First, the rallies, the petition, and the voter registration do not address the real problem facing peace efforts: not the lust for war and revenge, but the loss of trust among Filipinos in Aquino, his peace negotiators, and the MILF due to their actions during and after Mamasapano.
As last Thursday’s column “The National Security Myth” explained, “Mamasapano’s carnage shows that the MILF still harbors elements with no respect for law and law enforcers, and gives succor to extremists, including the Bangsamoro Islamic Freedom Fighters, and the Malaysian and Filipino terrorist bombers targeted by the SAF. Moreover, as fellow columnist Rigoberto Tiglao pointed out on Monday, the Front has yet to renounce its avowed goal of secession from the Republic.
“Indeed, when asked in a forum last November why the CAB had no provisions explicitly acknowledging the Constitution and Bangsamoro’s inclusion in Philippine territory, as past peace pacts did, chief government negotiator Miriam Coronel-Ferrer said the MILF was sensitive to such statements, because it considered unjust the conquest and incorporation of Muslim areas into the Philippines.
“Which raises a bigger worry about the MILF Agreement and the Bangsamoro Basic Law (BBL): Having put soothing rebel feelings above affirming national sovereignty, did the government peace panel accept other provisions harmful to national security and interests? Such doubts grew even more with Ferrer and Peace Process Adviser Teresita Deles’s] staunch defense of the MILF in Senate hearings on the PNP-SAF debacle.

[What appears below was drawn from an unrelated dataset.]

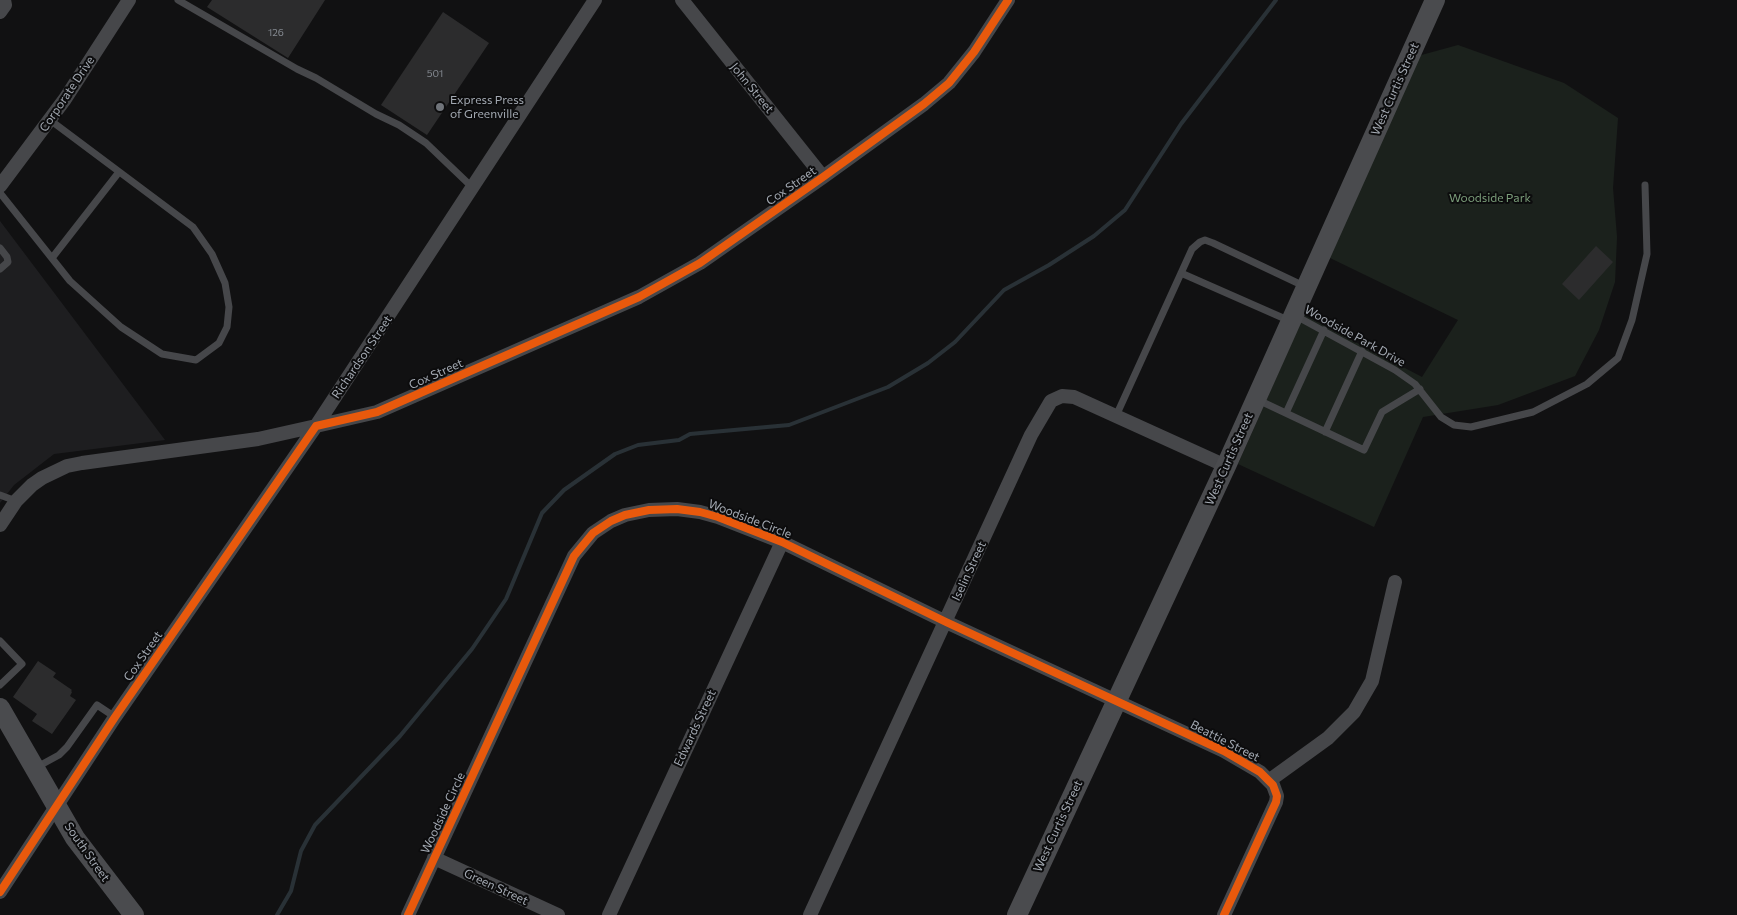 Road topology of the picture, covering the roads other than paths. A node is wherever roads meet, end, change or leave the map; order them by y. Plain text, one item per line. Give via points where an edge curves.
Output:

“President Aquino’s own insistence on enacting the BBL in a few months also raises grave concern that he is compromising the Republic just to be able to trumpet a deal and, as critics have charged, get in line for the Nobel Peace Prize.
“Hence, Congress and the Supreme Court must go through with a fine-toothed comb the BBL, the CAB, and the latter’s annexes, addendum and Framework Agreement. Then they must repair or void those provisions likely to erode the territorial integrity, national unity, sovereign authority, peace and security.”

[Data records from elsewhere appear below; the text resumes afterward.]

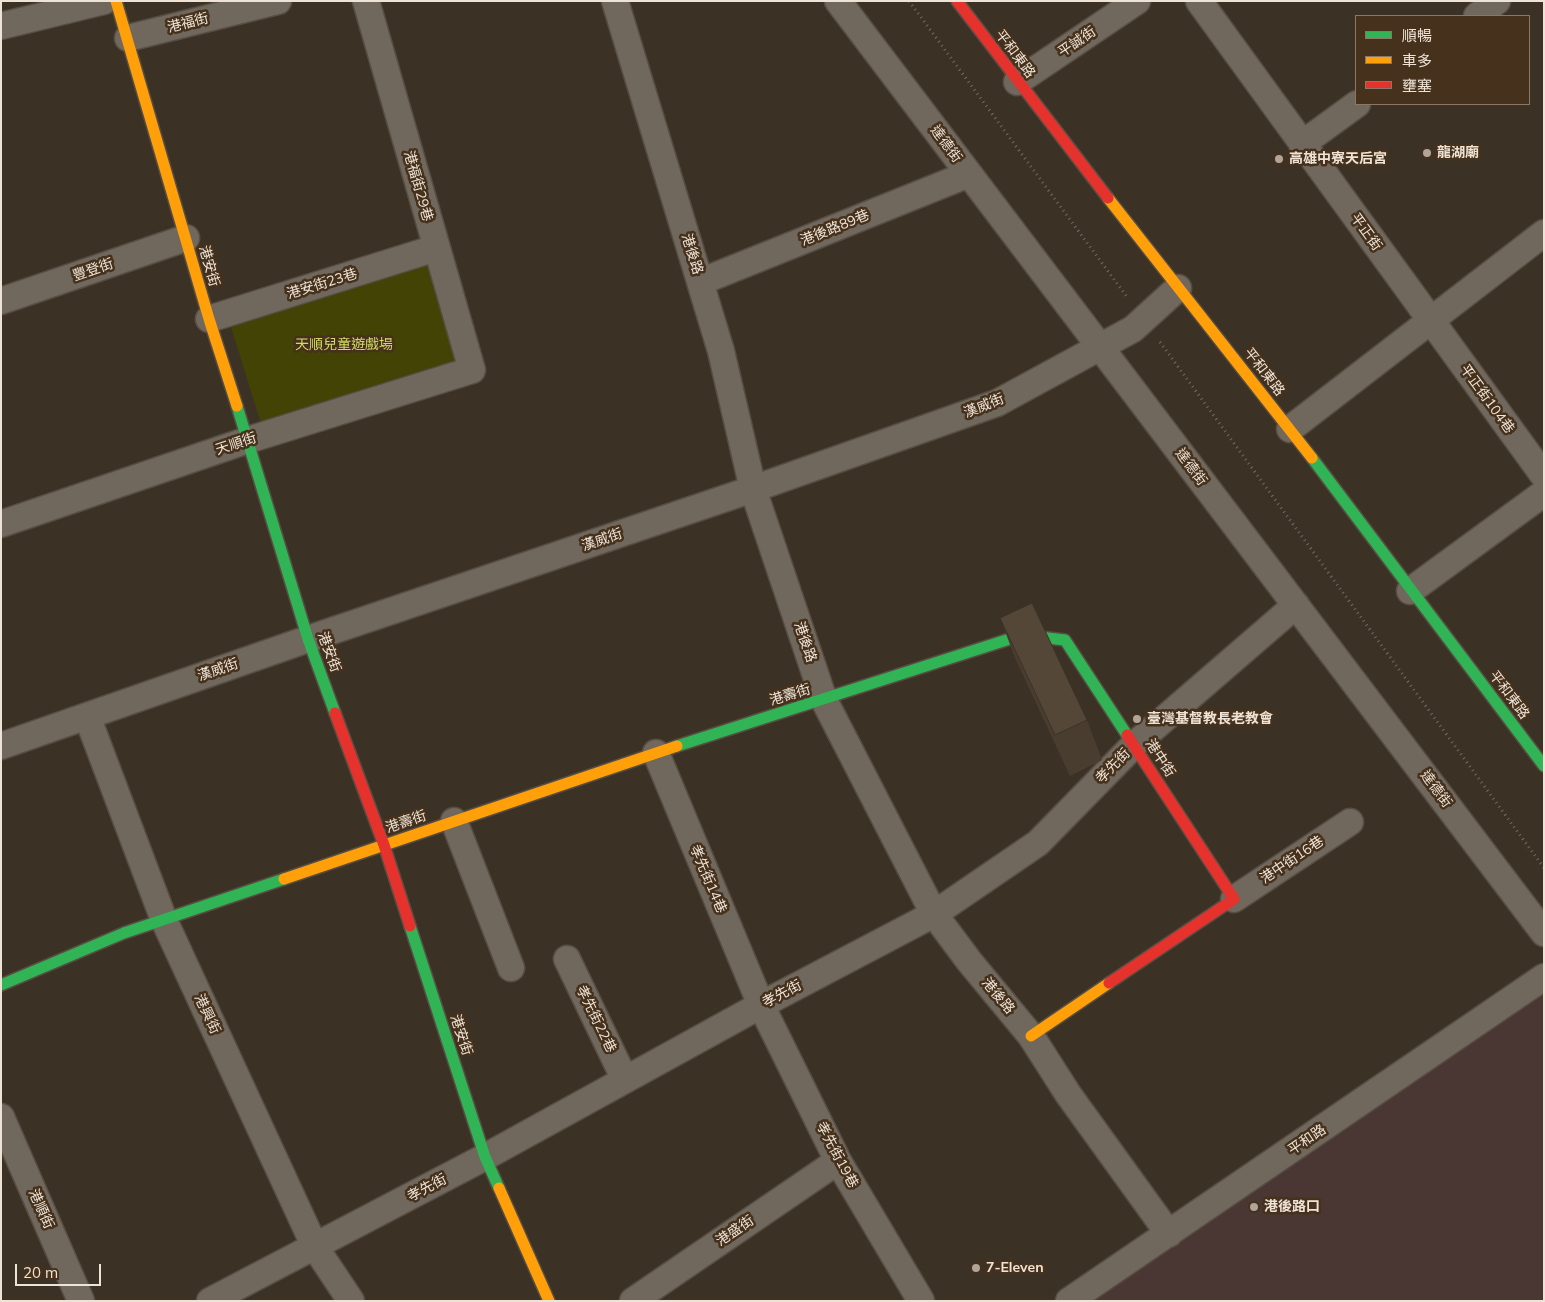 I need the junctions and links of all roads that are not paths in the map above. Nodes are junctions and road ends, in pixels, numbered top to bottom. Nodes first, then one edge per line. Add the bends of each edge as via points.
1 (104, 1) edge
2 (116, 1) edge
3 (278, 1) edge
4 (366, 1) edge
5 (615, 1) edge
6 (838, 1) edge
7 (957, 1) edge
8 (1136, 1) edge
9 (1198, 1) edge
10 (1497, 1) edge
11 (1477, 15) edge
12 (1, 26) edge
13 (128, 38) junction
14 (1017, 82) junction
15 (1356, 105) edge
16 (1302, 144) junction
17 (969, 174) junction
18 (1544, 233) edge
19 (186, 238) junction
20 (436, 248) junction
21 (700, 282) junction
22 (1178, 288) junction
23 (1, 301) edge
24 (208, 319) junction
25 (1430, 321) junction
26 (1101, 347) junction
27 (472, 370) joint
28 (1290, 428) junction
29 (248, 440) junction
30 (1544, 476) edge
31 (753, 489) junction
32 (1544, 493) edge
33 (1, 524) edge
34 (1410, 591) junction
35 (1296, 605) junction
36 (308, 639) junction
37 (824, 700) junction
38 (87, 716) junction
39 (1134, 745) junction
40 (1, 746) edge
41 (656, 753) junction
42 (1540, 754) edge
43 (454, 821) junction
44 (1350, 822) dead end
45 (384, 845) junction
46 (1234, 899) junction
47 (934, 914) junction
48 (164, 920) junction
49 (1544, 933) edge
50 (567, 959) dead end
51 (511, 968) dead end
52 (1544, 977) edge
53 (1, 985) edge
54 (760, 1005) junction
55 (1031, 1036) junction
56 (625, 1080) junction
57 (1, 1117) edge
58 (485, 1157) junction
59 (838, 1162) junction
60 (1169, 1234) junction
61 (315, 1247) junction
62 (81, 1301) edge
63 (210, 1301) edge
64 (351, 1301) edge
65 (549, 1301) edge
66 (633, 1301) edge
67 (921, 1301) edge
68 (1069, 1301) edge

1 - 12 street
2 - 13 street, 港安街
3 - 13 street, 港福街
4 - 20 street, 港福街29巷
5 - 21 street, 港後路
6 - 17 street, 達德街
7 - 14 street, 平和東路
8 - 14 street, 平誠街
9 - 16 street, 平正街
10 - 11 street
13 - 19 street, 港安街
14 - 22 street, 平和東路
15 - 16 street
16 - 25 street, 平正街
17 - 21 street, 港後路89巷
17 - 26 street, 達德街
18 - 25 street
19 - 23 street, 豐登街
19 - 24 street, 港安街
20 - 24 street, 港安街23巷
20 - 27 street, 港福街29巷
21 - 31 street, 港後路 via 721,351
22 - 26 street, 漢威街 via 1133,329
22 - 28 street, 平和東路
24 - 29 street, 港安街
25 - 28 street
25 - 30 street, 平正街104巷
26 - 31 street, 漢威街 via 997,403
26 - 35 street, 達德街
27 - 29 street, 天順街
28 - 34 street, 平和東路
29 - 33 street, 天順街
29 - 36 street, 港安街
31 - 36 street, 漢威街
31 - 37 street, 港後路
32 - 34 street
34 - 42 street, 平和東路
35 - 39 street, 孝先街
35 - 49 street, 達德街
36 - 38 street, 漢威街
36 - 45 street, 港安街
37 - 39 street, 港中街 via 1022,635 1065,640
37 - 41 street, 港壽街
37 - 47 street, 港後路
38 - 40 street, 漢威街
38 - 48 street, 港興街
39 - 46 street, 港中街
39 - 47 street, 孝先街 via 1038,843
41 - 43 street, 港壽街
41 - 54 street, 孝先街14巷
43 - 45 street, 港壽街
43 - 51 street
44 - 46 street, 港中街16巷
45 - 48 street, 港壽街
45 - 58 street, 港安街
46 - 55 street
47 - 54 street, 孝先街
47 - 55 street, 港後路
48 - 53 street, 港壽街 via 124,933
48 - 61 street, 港興街
50 - 56 street, 孝先街22巷
52 - 60 street, 平和路
54 - 56 street, 孝先街
54 - 59 street, 孝先街19巷
55 - 60 street, 港後路 via 1068,1094
56 - 58 street, 孝先街
57 - 62 street, 港順街
58 - 61 street, 孝先街
58 - 65 street, 港安街
59 - 66 street, 港盛街
59 - 67 street, 孝先街19巷
60 - 68 street, 平和路
61 - 63 street, 孝先街
61 - 64 street, 港興街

Plus: the MILF must do its part in dispelling BBL fears, say, by hunting down the fellow bomb terrorists of killed Malaysian extremist Zulkifli Hir or “Marwan”. That kind of trust-building actions by the Front is what peace advocates should urge, rather than just making motherhood statements to end war.
Don’t let extremists take power
To repeat, then, the obstacle to the peace deal is not a drive for all-out war, but the loss of trust in the negotiating parties, both Malacañang and the MILF. And Aquino’s deadline to pass the BBL largely unchanged or “undiluted, and his peace panel’s plugging for the Bangsamoro pact are actually making people even more wary about it.
The other flawed thinking among peace advocates is their unspoken view that if the Bangsamoro pact and law are implemented as they were framed by the government and the Front, it would lead to lasting peace.
In fact, if the BBL and the MILF pact enable entities with terrorist and separatist leanings to take power in Bangsamoro, it would lead to even greater threats and conflict.
Already, terrorists like Marwan have found refuge in rebel areas of Mindanao, which they consider safer havens that even Muslim countries like Malaysia and Indonesia. There would be more of them if the groups that have coddled Marwan and others come to power in the envisioned Bangsamoro.
And if separatists dominate the regional parliament and declare independence, that could spark a full-scale war, with possibly even foreign forces getting involved.
True peacemakers should work with Congress to counter such terrorist and secessionist scenarios, by inserting provisions condemning lawless violence and secession, and banning from public office those who harbor, support, or fail to take action against terrorists or separatists.
The struggle for peace must include effective measures to counter the forces of extremism. Otherwise, it would only plant the seeds of more heinous conflict.